The drug is not new but is for now used as a possible cure for COVID–19. The orphan drug status allows the pharmaceutical company to profit exclusively for seven years from the product. Fortunately, bowing public pressure, within 2 days of receiving monopoly status, the company has asked USFDA to rescind “orphan drug” status. The preliminary results of the clinical trials are expected only in April, and the company is non-committal on its monopoly status globally as it has filed for patent in more than 70 countries.

Meanwhile, Carlos Alvarado Quesada, the president of Costa Rica, a small Spanish speaking nation in Central America, has urged the World Health Organization (WHO) to launch an initiative that would “pool rights to technologies that are useful for the detection, prevention, control and treatment of COVID–19 pandemic”. He has also called for a “repository of information on diagnostic tests, devices, medicines or vaccines, with free access or licencing on reasonable and affordable terms”. The public availability of data and information would promote rapid research and development, besides avoiding duplication of research. Indeed, this would enhance competitive and accelerated production of needed COVID–19 remedies to diagnostic kits to vaccines. Such initiatives provide opportunities to expand our capacity to address the need for products affordable to all.
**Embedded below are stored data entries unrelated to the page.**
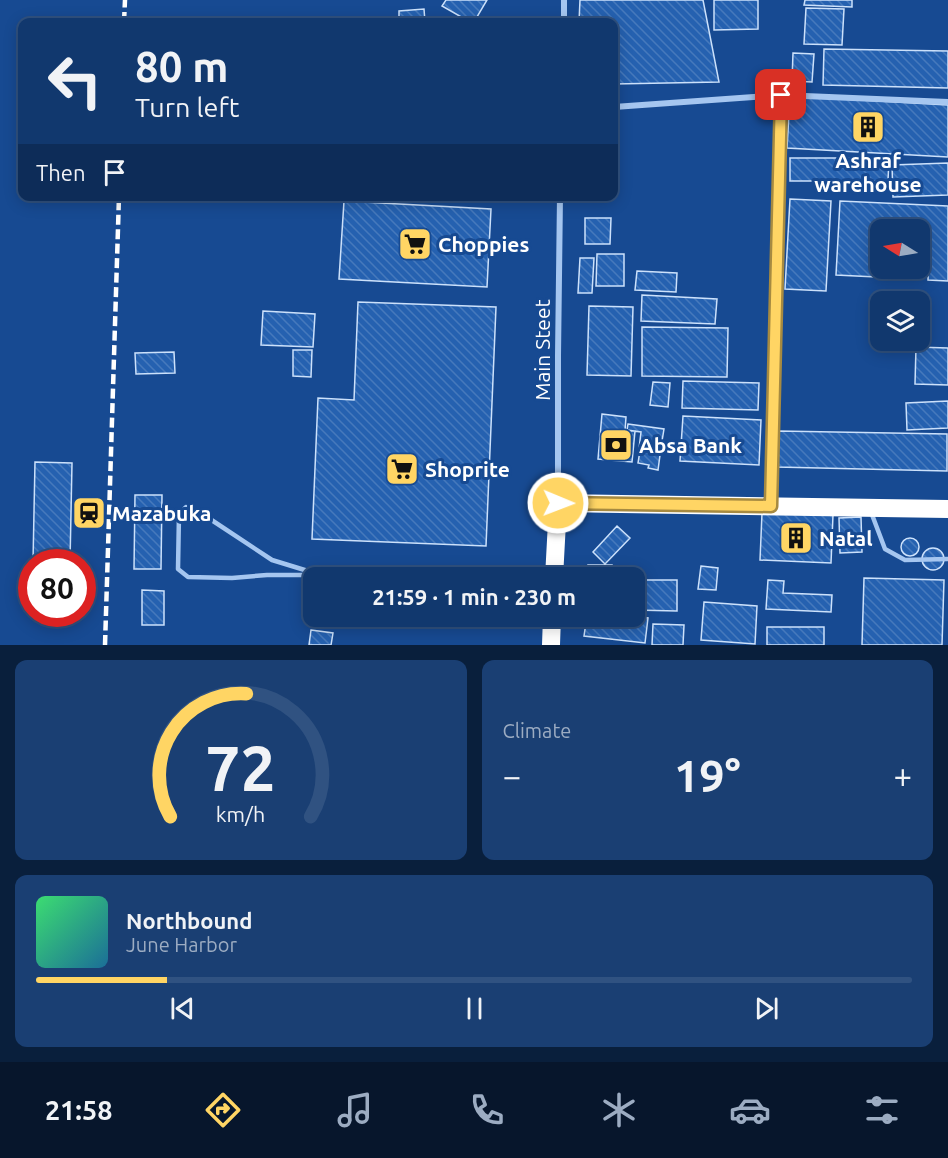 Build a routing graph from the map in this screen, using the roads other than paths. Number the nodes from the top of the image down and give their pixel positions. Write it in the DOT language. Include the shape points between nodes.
graph roads {
  1 [pos="564,0"];
  2 [pos="564,18"];
  3 [pos="781,95"];
  4 [pos="948,102"];
  5 [pos="618,107"];
  6 [pos="560,201"];
  7 [pos="558,503"];
  8 [pos="771,506"];
  9 [pos="870,508"];
  10 [pos="948,509"];
  11 [pos="948,559"];
  12 [pos="555,567"];
  13 [pos="321,575"];
  14 [pos="552,627"];
  15 [pos="551,645"];
  1 -- 2 [label="street"];
  3 -- 4 [label="street"];
  3 -- 5 [label="street"];
  3 -- 8 [label="street"];
  6 -- 7 [label="street, Main Steet"];
  7 -- 8 [label="highway"];
  7 -- 12 [label="highway"];
  8 -- 9 [label="highway"];
  9 -- 10 [label="highway"];
  9 -- 11 [label="lane" via="885,549 905,560"];
  13 -- 13 [label="lane" via="188,577 178,569 179,514 186,507 272,560"];
  14 -- 15 [label="highway"];
} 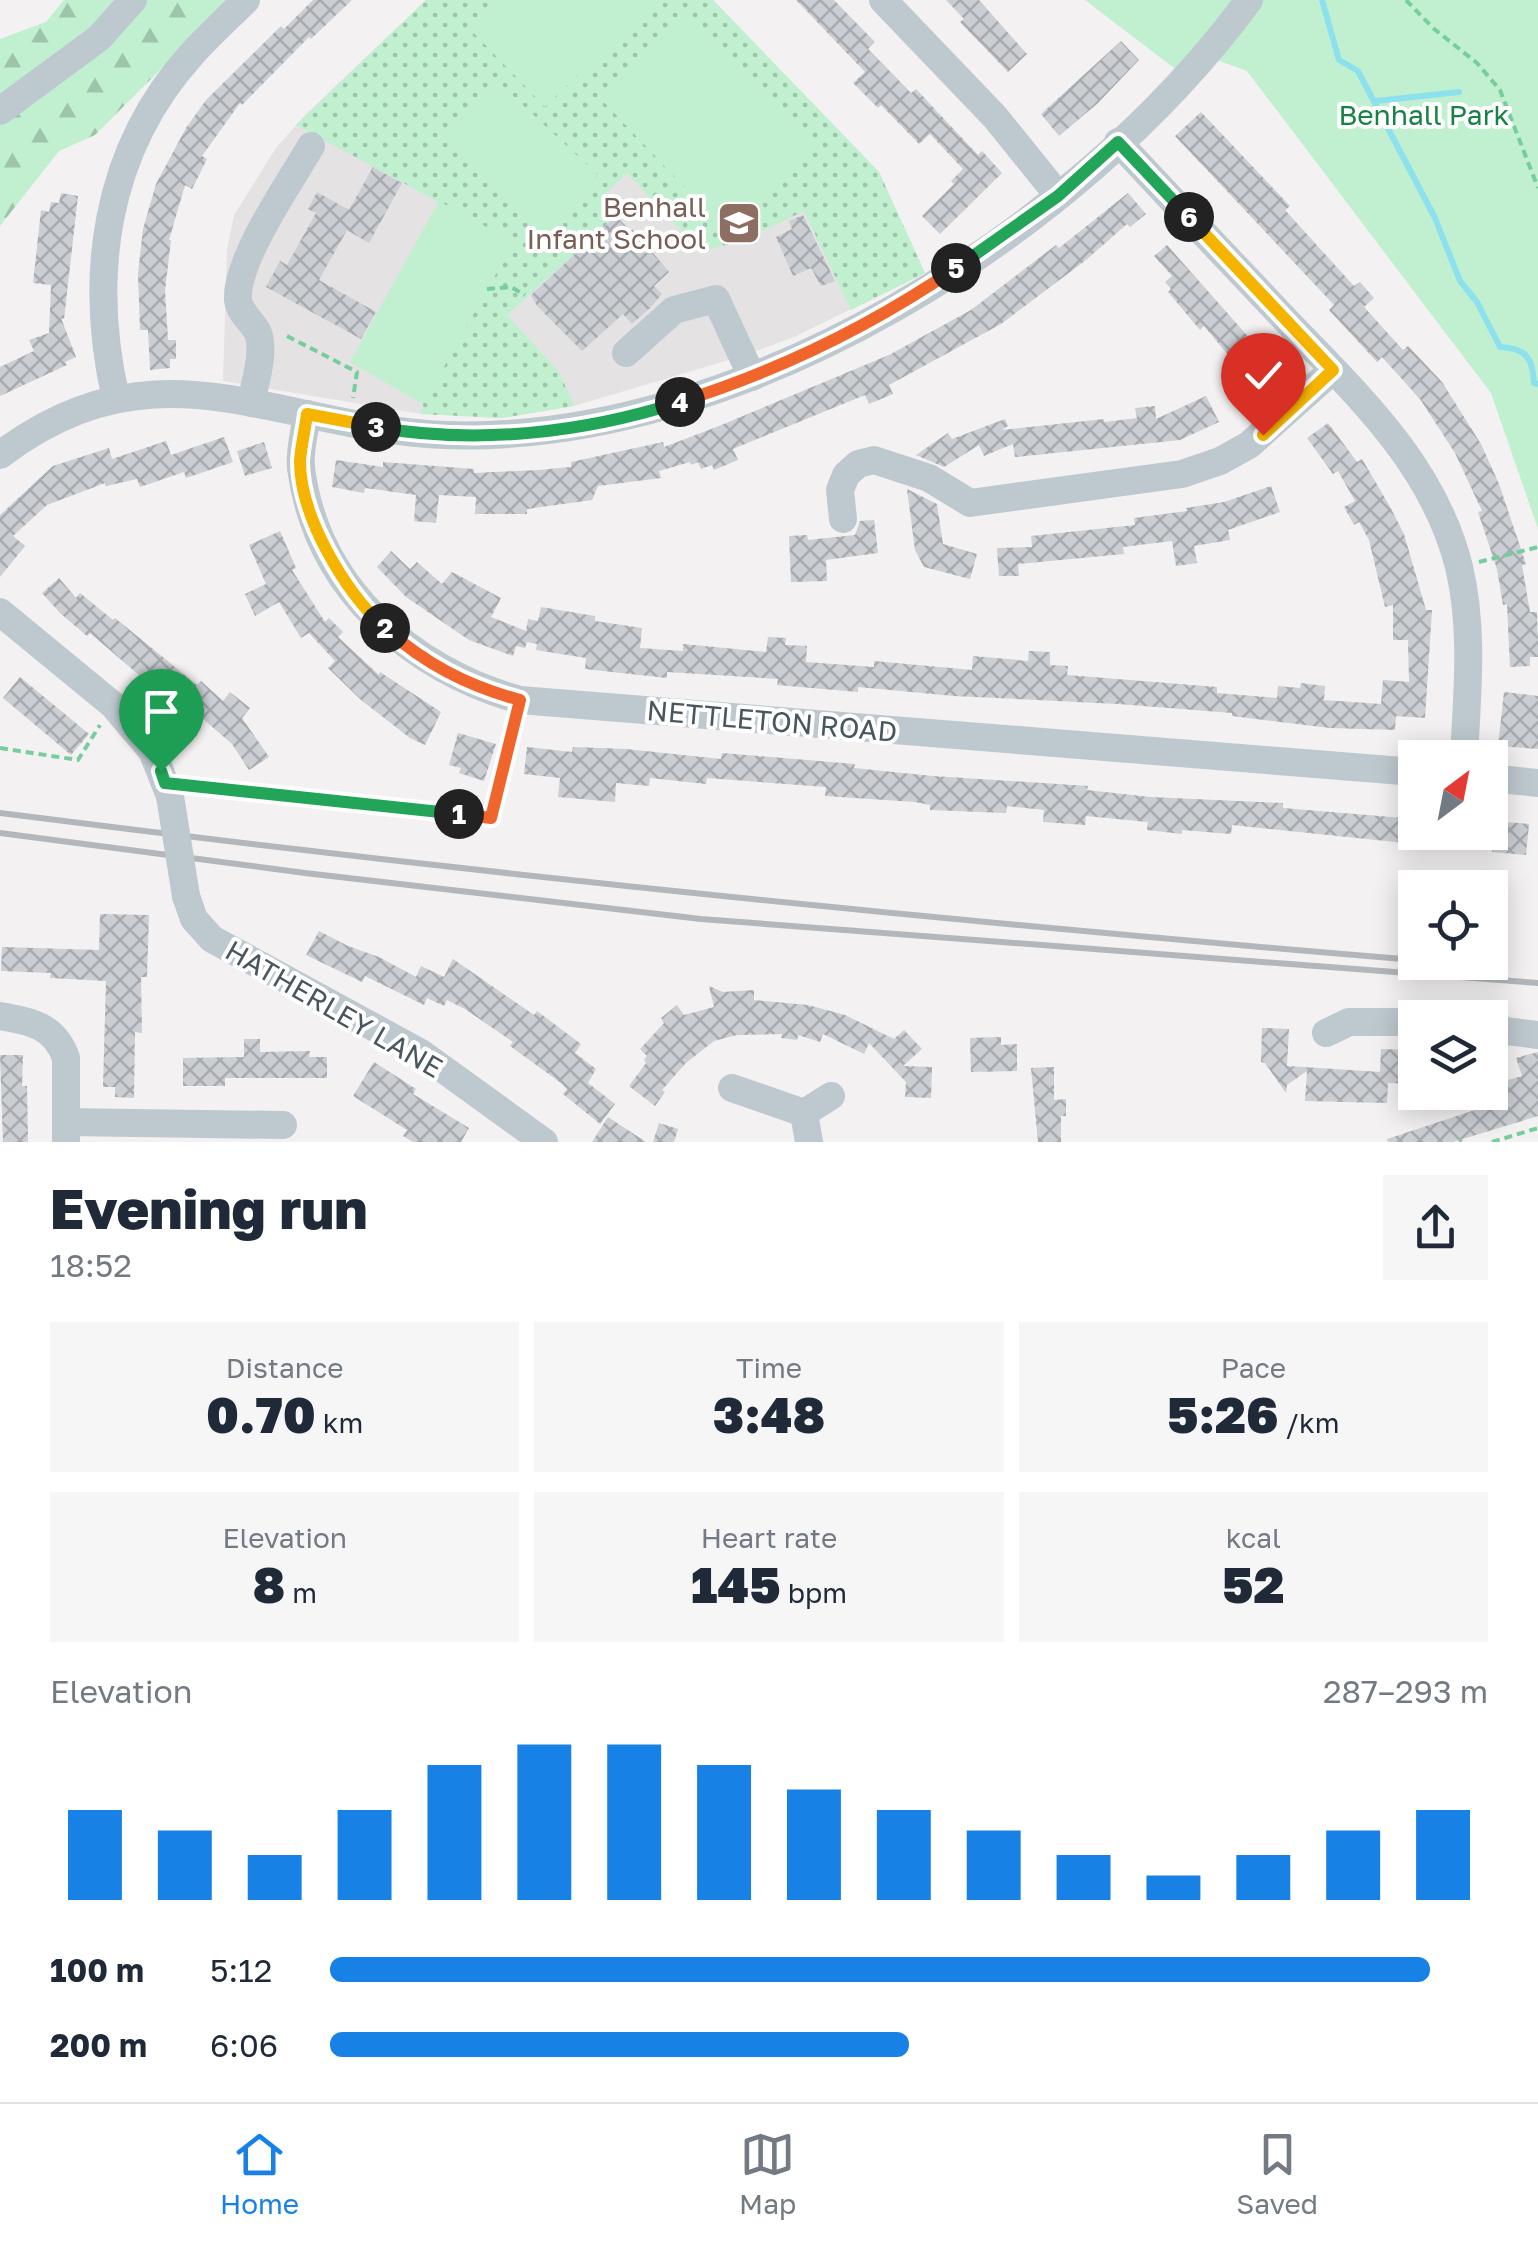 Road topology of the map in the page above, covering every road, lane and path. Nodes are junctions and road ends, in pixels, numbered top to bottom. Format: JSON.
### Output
{"nodes":[{"id":1,"x":133,"y":0,"type":"edge"},
{"id":2,"x":246,"y":0,"type":"edge"},
{"id":3,"x":883,"y":0,"type":"edge"},
{"id":4,"x":1249,"y":0,"type":"edge"},
{"id":5,"x":1406,"y":0,"type":"edge"},
{"id":6,"x":0,"y":111,"type":"edge"},
{"id":7,"x":1118,"y":142,"type":"junction"},
{"id":8,"x":311,"y":146,"type":"dead end"},
{"id":9,"x":1538,"y":188,"type":"edge"},
{"id":10,"x":1058,"y":196,"type":"junction"},
{"id":11,"x":487,"y":289,"type":"dead end"},
{"id":12,"x":525,"y":295,"type":"dead end"},
{"id":13,"x":287,"y":336,"type":"dead end"},
{"id":14,"x":626,"y":354,"type":"dead end"},
{"id":15,"x":1333,"y":370,"type":"junction"},
{"id":16,"x":752,"y":376,"type":"junction"},
{"id":17,"x":116,"y":399,"type":"junction"},
{"id":18,"x":251,"y":403,"type":"junction"},
{"id":19,"x":307,"y":414,"type":"junction"},
{"id":20,"x":350,"y":422,"type":"junction"},
{"id":21,"x":0,"y":455,"type":"edge"},
{"id":22,"x":843,"y":519,"type":"dead end"},
{"id":23,"x":1538,"y":548,"type":"edge"},
{"id":24,"x":1459,"y":567,"type":"junction"},
{"id":25,"x":0,"y":612,"type":"edge"},
{"id":26,"x":520,"y":700,"type":"junction"},
{"id":27,"x":113,"y":705,"type":"junction"},
{"id":28,"x":1465,"y":740,"type":"edge"},
{"id":29,"x":0,"y":748,"type":"edge"},
{"id":30,"x":1398,"y":771,"type":"edge"},
{"id":31,"x":1508,"y":780,"type":"edge"},
{"id":32,"x":1538,"y":782,"type":"edge"},
{"id":33,"x":168,"y":789,"type":"junction"},
{"id":34,"x":0,"y":1016,"type":"edge"},
{"id":35,"x":1398,"y":1022,"type":"edge"},
{"id":36,"x":1508,"y":1031,"type":"edge"},
{"id":37,"x":1326,"y":1033,"type":"dead end"},
{"id":38,"x":1538,"y":1035,"type":"edge"},
{"id":39,"x":730,"y":1084,"type":"dead end"},
{"id":40,"x":831,"y":1096,"type":"dead end"},
{"id":41,"x":804,"y":1113,"type":"junction"},
{"id":42,"x":283,"y":1126,"type":"dead end"},
{"id":43,"x":1538,"y":1128,"type":"edge"},
{"id":44,"x":66,"y":1132,"type":"edge"},
{"id":45,"x":544,"y":1142,"type":"edge"},
{"id":46,"x":810,"y":1142,"type":"edge"},
{"id":47,"x":1492,"y":1142,"type":"edge"}],
"edges":[{"from":1,"to":6,"type":"street"},
{"from":2,"to":17,"type":"street"},
{"from":3,"to":10,"type":"street"},
{"from":4,"to":7,"type":"street"},
{"from":5,"to":9,"type":"path"},
{"from":7,"to":10,"type":"street"},
{"from":7,"to":15,"type":"street"},
{"from":8,"to":18,"type":"street"},
{"from":10,"to":16,"type":"street"},
{"from":11,"to":12,"type":"path"},
{"from":13,"to":20,"type":"path"},
{"from":14,"to":16,"type":"street"},
{"from":15,"to":22,"type":"street"},
{"from":15,"to":24,"type":"street"},
{"from":16,"to":20,"type":"street"},
{"from":17,"to":18,"type":"street"},
{"from":17,"to":21,"type":"street"},
{"from":18,"to":19,"type":"street"},
{"from":19,"to":20,"type":"street"},
{"from":19,"to":26,"type":"street","name":"NETTLETON ROAD"},
{"from":23,"to":24,"type":"path"},
{"from":24,"to":28,"type":"street"},
{"from":25,"to":27,"type":"street","name":"HATHERLEY LANE"},
{"from":26,"to":30,"type":"street","name":"NETTLETON ROAD"},
{"from":26,"to":33,"type":"path"},
{"from":27,"to":29,"type":"path"},
{"from":27,"to":33,"type":"street","name":"HATHERLEY LANE"},
{"from":31,"to":32,"type":"street"},
{"from":33,"to":45,"type":"street","name":"HATHERLEY LANE","bridge":true},
{"from":34,"to":44,"type":"street"},
{"from":35,"to":37,"type":"street"},
{"from":36,"to":38,"type":"street"},
{"from":39,"to":41,"type":"street"},
{"from":40,"to":41,"type":"street"},
{"from":41,"to":46,"type":"street"},
{"from":42,"to":44,"type":"street"},
{"from":43,"to":47,"type":"path"}]}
This is not the time to lock up research and technology for corporate profit, but for collaboration and openness. It is time to pool our knowledge and resources, including technology and knowhow, in a way that respects and rewards everybody’s contribution and investment and successfully fights against the unprecedented health crisis that has forced us to living under forced social distancing.

The pandemic has created an extraordinary situation. It requires extraordinary measures. The whole of mankind wishes that global leaders would override the monopoly of intellectual property rights and make research available for use by everyone at this juncture when we are fighting the health- and economy-destroying pandemic COVID–19.

The writer is a professor of pharmacy, Annamalai University, Tamil Nadu.